From the Go FAQ:
Why doesn't my multi-goroutine program use multiple CPUs?
You must set the GOMAXPROCS shell environment variable or use the similarly-named function of the runtime package to allow the run-time support to utilize more than one OS thread.
Programs that perform parallel computation should benefit from an increase in GOMAXPROCS. However, be aware that concurrency is not parallelism.
(UPDATE 8/28/2015: Go 1.5 is set to make the default value of GOMAXPROCS the same as the number of CPUs on your machine, so this shouldn't be a problem anymore)
And
Why does using GOMAXPROCS > 1 sometimes make my program slower?
It depends on the nature of your program. Problems that are intrinsically sequential cannot be sped up by adding more goroutines. Concurrency only becomes parallelism when the problem is intrinsically parallel.
In practical terms, programs that spend more time communicating on channels than doing computation will experience performance degradation when using multiple OS threads. This is because sending data between threads involves switching contexts, which has significant cost. For instance, the prime sieve example from the Go specification has no significant parallelism although it launches many goroutines; increasing GOMAXPROCS is more likely to slow it down than to speed it up.

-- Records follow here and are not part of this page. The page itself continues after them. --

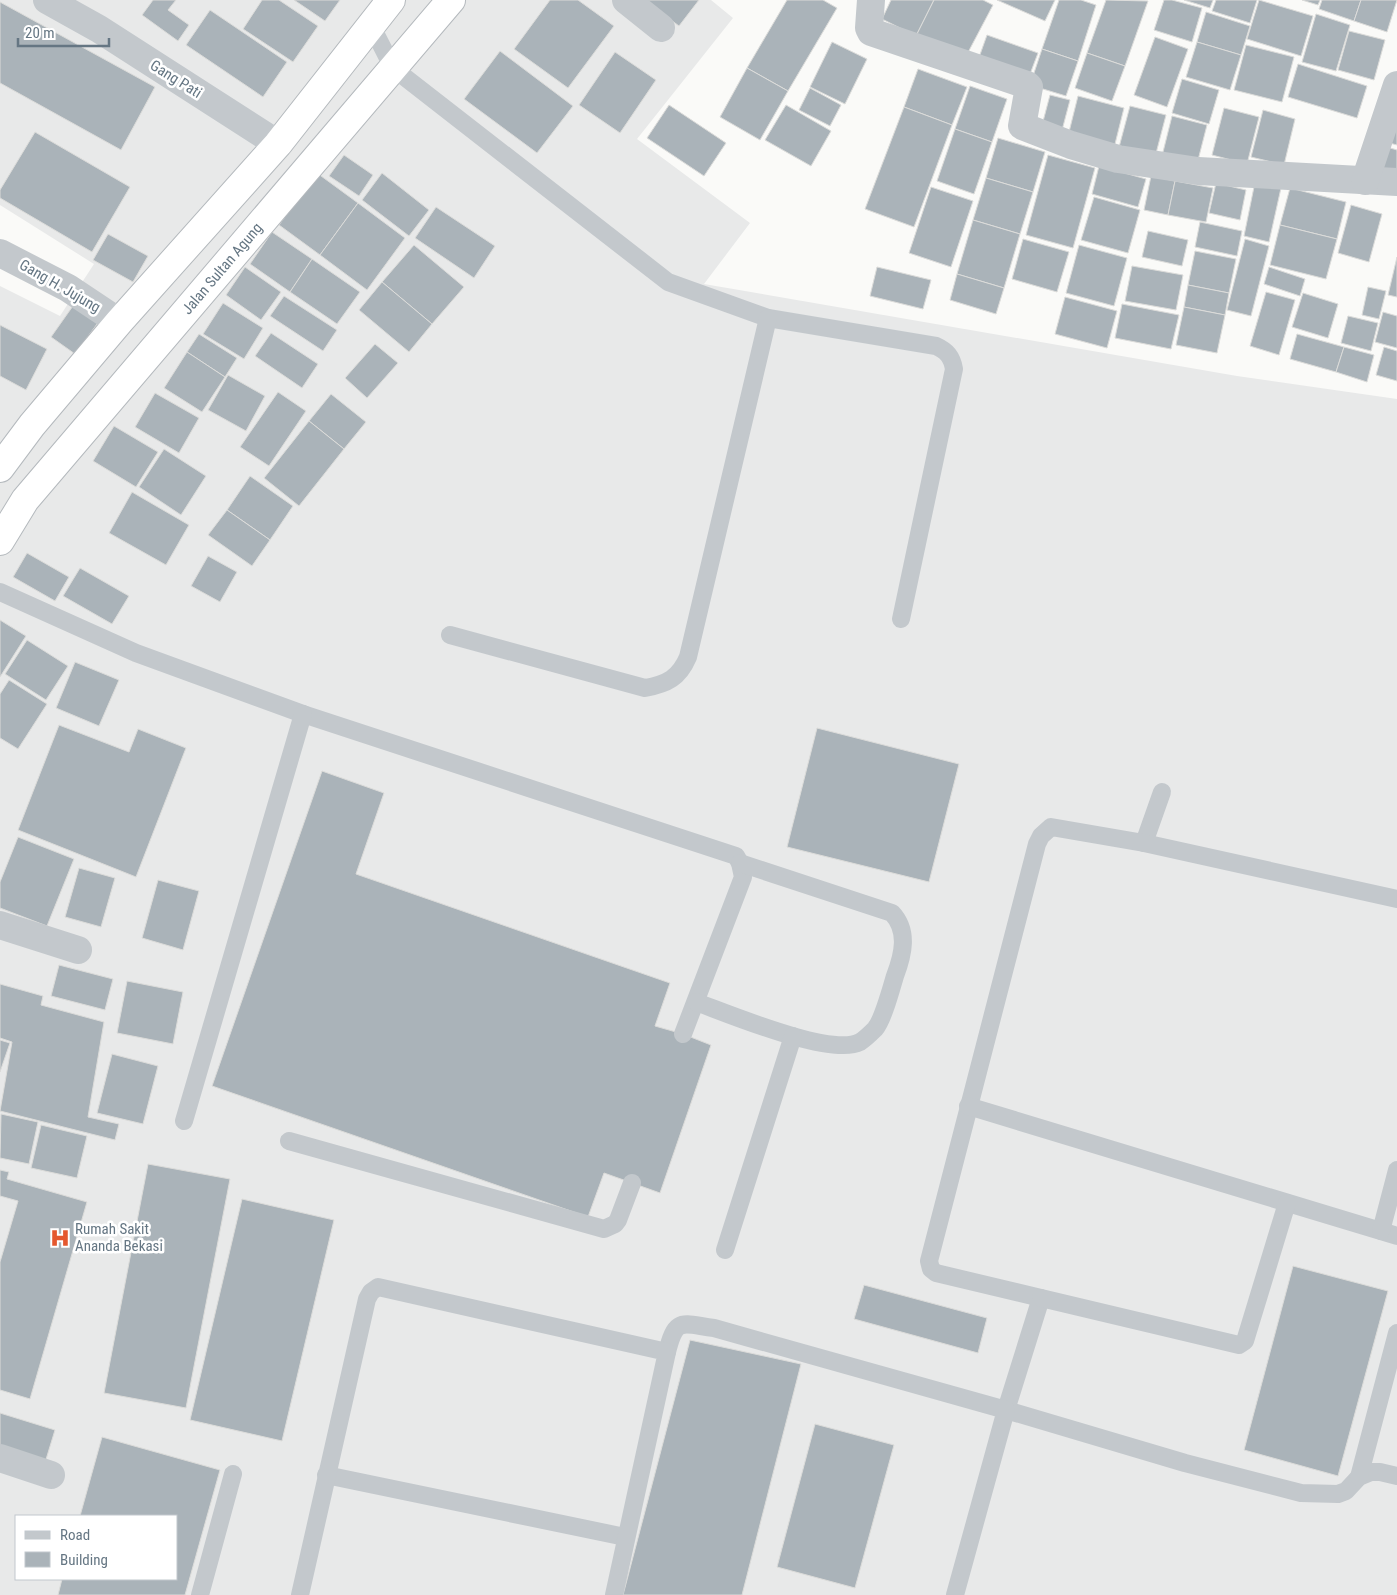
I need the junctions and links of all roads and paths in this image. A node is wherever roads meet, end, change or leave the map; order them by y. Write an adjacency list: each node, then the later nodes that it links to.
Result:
1 (47, 0): 10 (street, Gang Pati)
2 (391, 0): 6 (highway)
3 (452, 0): 8 (highway, Jalan Sultan Agung)
4 (626, 0): 7 (street)
5 (871, 0): 11 (street)
6 (371, 25): 8 (lane); 10 (highway)
7 (661, 28)
8 (393, 68): 14 (lane); 17 (highway, Jalan Sultan Agung)
9 (1397, 85): 11 (street)
10 (278, 144): 15 (highway)
11 (1364, 181): 12 (street)
12 (1397, 182)
13 (0, 253): 15 (street, Gang H. Jujung)
14 (768, 318): 19 (lane); 20 (lane)
15 (119, 322): 16 (highway)
16 (0, 468)
17 (0, 540)
18 (0, 592): 21 (lane)
19 (901, 619)
20 (450, 635)
21 (303, 714): 24 (lane); 32 (lane)
22 (1162, 792): 23 (lane)
23 (1144, 843): 25 (lane); 31 (lane)
24 (740, 863): 28 (lane); 30 (lane)
25 (1397, 899)
26 (0, 926): 27 (street)
27 (78, 950)
28 (696, 1002): 29 (lane); 30 (lane)
29 (683, 1034)
30 (793, 1036): 38 (lane)
31 (968, 1106): 36 (lane); 39 (lane)
32 (184, 1121)
33 (289, 1142): 35 (lane)
34 (1397, 1170): 37 (lane)
35 (632, 1183)
36 (1287, 1203): 37 (lane); 39 (lane)
37 (1389, 1234)
38 (725, 1250)
39 (1041, 1298): 42 (lane)
40 (1397, 1333): 48 (lane)
41 (666, 1352): 42 (lane); 46 (lane); 49 (lane)
42 (1006, 1410): 48 (lane); 53 (lane)
43 (0, 1458): 45 (street)
44 (233, 1474): 50 (lane)
45 (51, 1475)
46 (326, 1475): 49 (lane); 51 (lane)
47 (1397, 1476): 48 (lane)
48 (1359, 1477)
49 (625, 1537): 52 (lane)
50 (200, 1595)
51 (300, 1595)
52 (614, 1595)
53 (956, 1595)

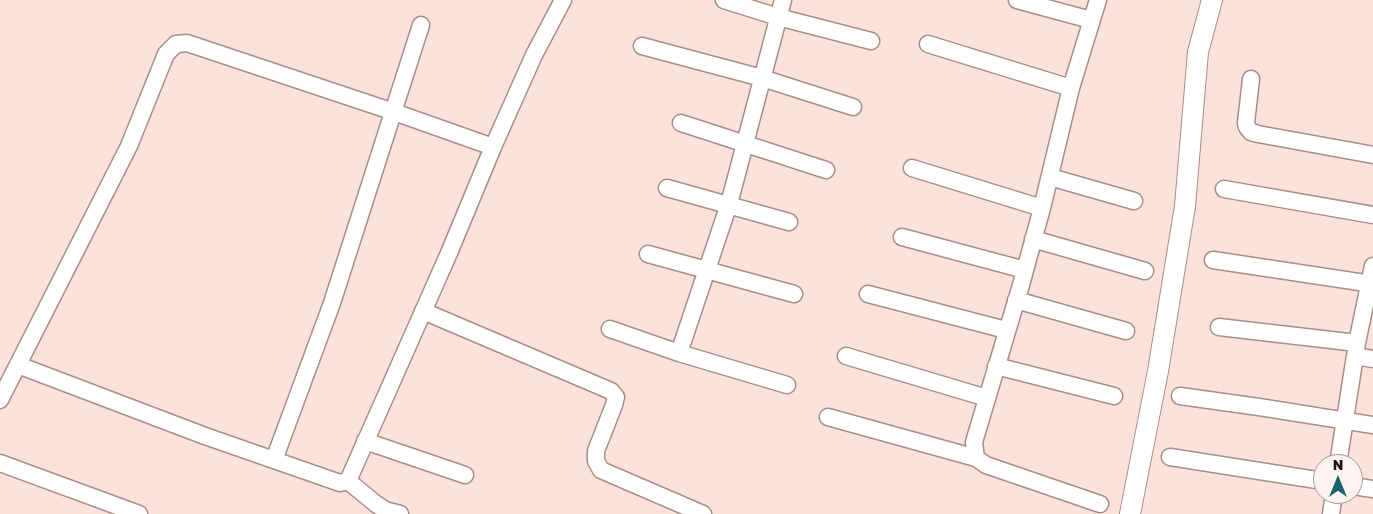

Go's goroutine scheduler is not as good as it needs to be. In future, it should recognize such cases and optimize its use of OS threads. For now, GOMAXPROCS should be set on a per-application basis.
In short: it is very difficult to make Go use "efficient use of all your cores". Simply spawning a billion goroutines and increasing GOMAXPROCS is just as likely to degrade your performance as speed it up because it will be switching thread contexts all the time. If you have a large program that is parallelizable, then increasing GOMAXPROCS to the number of parallel components works fine. If you have a parallel problem embedded in a largely non-parallel program, it may speed up, or you may have to make creative use of functions like runtime.LockOSThread() to ensure the runtime distributes everything correctly (generally speaking Go just dumbly spreads currently non-blocking Goroutines haphazardly and evenly among all active threads).
Also, GOMAXPROCS is the number of CPU cores to use, if it's greater than NumCPU I'm fairly sure that it simply clamps to NumCPU. GOMAXPROCS isn't strictly equal to the number of threads. I'm not 100% sure of exactly when the runtime decides to spawn new threads, but one instance is when the number of blocking goroutines using runtime.LockOSThread() is greater than or equal to GOMAXPROCs -- it will spawn more threads than cores so it can keep the rest of the program running sanely.
Basically, it's quite simple to increase GOMAXPROCS and make go use all cores of your CPU. It's quite another thing at this point in Go's development to actually get it to smartly and efficiently use all cores of your CPU, requiring a lot of program design and finagling to get right.